Your objective
As you reproduce every line below, keep it exactly as written and leave out the images.

Stored items
- Opening Delimiter -

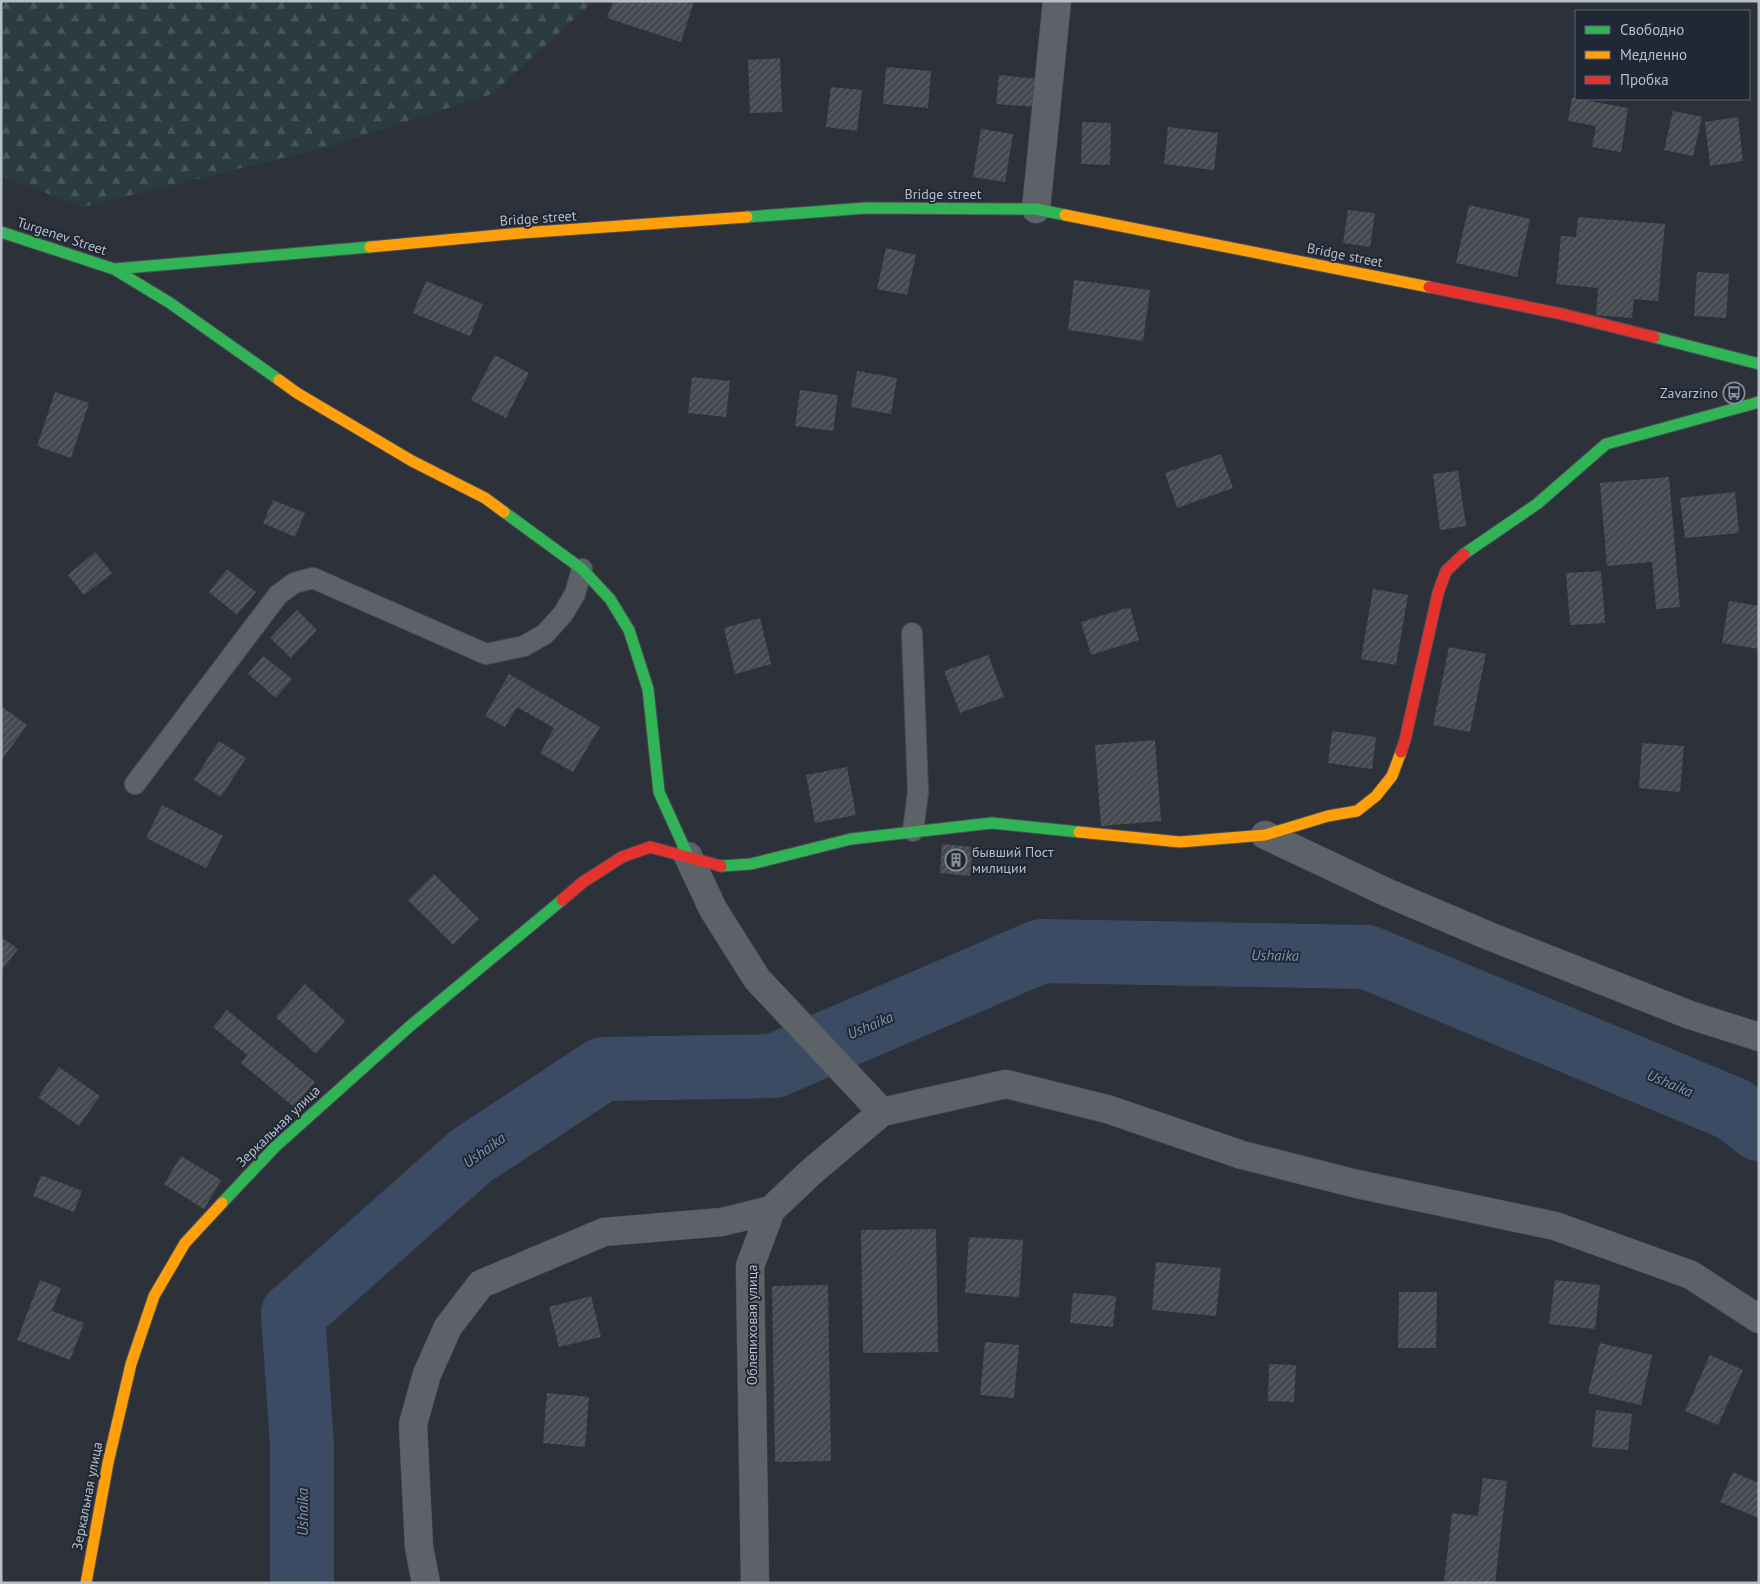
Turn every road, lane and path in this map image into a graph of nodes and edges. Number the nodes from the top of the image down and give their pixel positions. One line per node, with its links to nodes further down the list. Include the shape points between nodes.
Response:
1 (1057, 1): 2 (street)
2 (1036, 209): 4 (street, Bridge street, via 866,208); 5 (street, Bridge street, via 1562,314)
3 (1, 232): 4 (street, Turgenev Street)
4 (114, 269): 7 (street, via 170,303 297,393 412,462 485,498)
5 (1759, 364)
6 (1759, 402): 11 (street, Зеркальная улица, via 1606,444 1538,504 1462,555 1446,571 1438,594 1405,740 1392,776 1376,796 1357,811)
7 (582, 569): 9 (lane, via 563,614 545,634 524,646 486,654 313,578 294,583 278,595); 12 (street, via 610,599 629,630 648,689 659,792)
8 (912, 633): 10 (lane, via 918,792)
9 (135, 784)
10 (913, 831): 11 (street, Зеркальная улица, via 992,822 1180,842); 12 (street, Зеркальная улица, via 851,839 751,864 718,866)
11 (1265, 834): 13 (street, via 1388,893 1489,936 1690,1015)
12 (688, 856): 14 (street, via 713,909 757,979); 17 (street, Зеркальная улица, via 650,847 622,857 583,882 409,1027 275,1147 185,1243 154,1296 132,1364 108,1464)
13 (1759, 1037)
14 (875, 1105): 15 (street, Облепиховая улица); 16 (street, via 1006,1084 1107,1110 1242,1155 1357,1184 1556,1226 1691,1275)
15 (771, 1210): 18 (street, via 722,1222 604,1232 481,1284 448,1327 427,1374 413,1424 418,1547); 19 (street, Облепиховая улица, via 750,1266)
16 (1759, 1319)
17 (86, 1583)
18 (426, 1583)
19 (754, 1583)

- Closing Delimiter -

Exercise result
Turn every road, lane and path in this map image into a graph of nodes and edges. Number the nodes from the top of the image down and give their pixel positions. One line per node, with its links to nodes further down the list. Include the shape points between nodes.
Response:
1 (1057, 1): 2 (street)
2 (1036, 209): 4 (street, Bridge street, via 866,208); 5 (street, Bridge street, via 1562,314)
3 (1, 232): 4 (street, Turgenev Street)
4 (114, 269): 7 (street, via 170,303 297,393 412,462 485,498)
5 (1759, 364)
6 (1759, 402): 11 (street, Зеркальная улица, via 1606,444 1538,504 1462,555 1446,571 1438,594 1405,740 1392,776 1376,796 1357,811)
7 (582, 569): 9 (lane, via 563,614 545,634 524,646 486,654 313,578 294,583 278,595); 12 (street, via 610,599 629,630 648,689 659,792)
8 (912, 633): 10 (lane, via 918,792)
9 (135, 784)
10 (913, 831): 11 (street, Зеркальная улица, via 992,822 1180,842); 12 (street, Зеркальная улица, via 851,839 751,864 718,866)
11 (1265, 834): 13 (street, via 1388,893 1489,936 1690,1015)
12 (688, 856): 14 (street, via 713,909 757,979); 17 (street, Зеркальная улица, via 650,847 622,857 583,882 409,1027 275,1147 185,1243 154,1296 132,1364 108,1464)
13 (1759, 1037)
14 (875, 1105): 15 (street, Облепиховая улица); 16 (street, via 1006,1084 1107,1110 1242,1155 1357,1184 1556,1226 1691,1275)
15 (771, 1210): 18 (street, via 722,1222 604,1232 481,1284 448,1327 427,1374 413,1424 418,1547); 19 (street, Облепиховая улица, via 750,1266)
16 (1759, 1319)
17 (86, 1583)
18 (426, 1583)
19 (754, 1583)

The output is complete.